Tes darah umum dan biokimia wajib dilakukan jika diduga kanker pankreas, dan perubahan seperti:

  • Anemia, leukositosis, peningkatan ESR;
  • Mengurangi jumlah total protein dan albumin, peningkatan bilirubin, enzim hati (AST, ALT), alkalin fosfatase, amilase, dll.

Sebuah tempat khusus ditempati oleh definisi penanda tumor, khususnya, CA-19-9, namun, indikator ini meningkat secara signifikan hanya dalam kasus lesi tumor masif, sementara pada fase awal tumor mungkin tidak berubah sama sekali.

Di antara metode instrumental untuk mendeteksi kanker pankreas adalah nilai diagnostik tinggi ultrasound, CT dengan kontras, MRI, biopsi dengan verifikasi morfologis diagnosis.

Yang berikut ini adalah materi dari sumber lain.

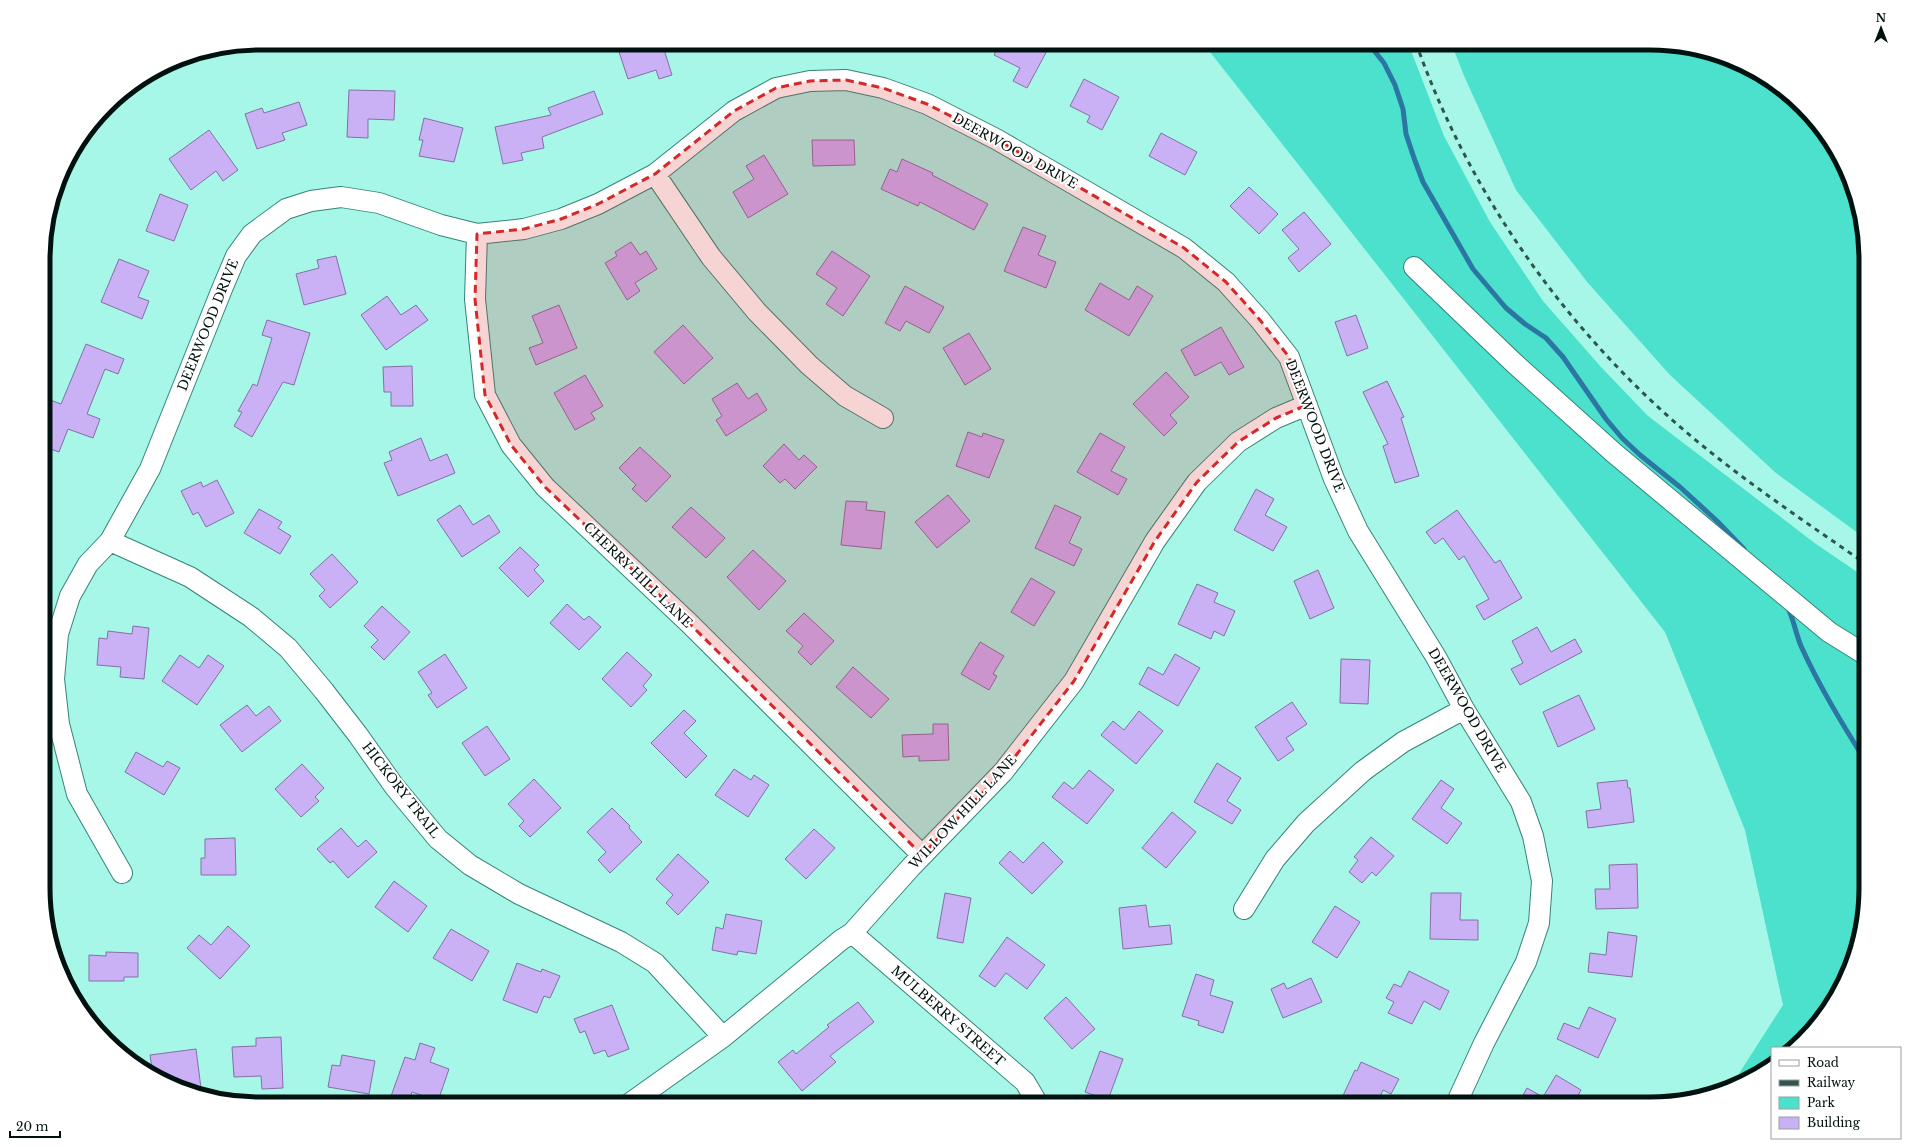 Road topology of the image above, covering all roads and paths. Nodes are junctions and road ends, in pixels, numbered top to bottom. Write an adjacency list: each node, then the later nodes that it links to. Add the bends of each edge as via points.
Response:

Saat ini, ultrasound biasa lebih memilih endoskopi, ketika sensor terletak di lumen lambung atau duodenum. Jarak yang dekat dengan pankreas memungkinkan untuk mencurigai adanya tumor, bahkan dalam ukuran kecil.

Di antara metode X-ray, CT digunakan, serta kolangiopankreatografi retrograde, yang memungkinkan menggunakan agen kontras untuk memvisualisasikan saluran ekskretoris kelenjar, yang pada tumor akan menyempit atau tidak dapat dilalui di area tertentu.

Perbedaan antara pankreatitis dan kanker pankreas pada computed tomography (di atas) dan gambar positron emission tomography menggunakan radiopharmaceuticals (di bawah)

Metode diagnosis yang paling akurat dapat dianggap sebagai biopsi tusukan jarum halus, di mana sebuah fragmen tumor dikumpulkan untuk pemeriksaan histologis. Biopsi juga dimungkinkan dengan laparoskopi diagnostik.

Untuk mendeteksi lesi lambung atau usus, adalah mungkin untuk memperkenalkan zat radiopak diikuti oleh X-ray, fibrogastroduodenoscopy.

Dalam hal kasus, penelitian radionuklida (skintigrafi), serta teknik bedah hingga laparoskopi, datang ke bantuan dokter.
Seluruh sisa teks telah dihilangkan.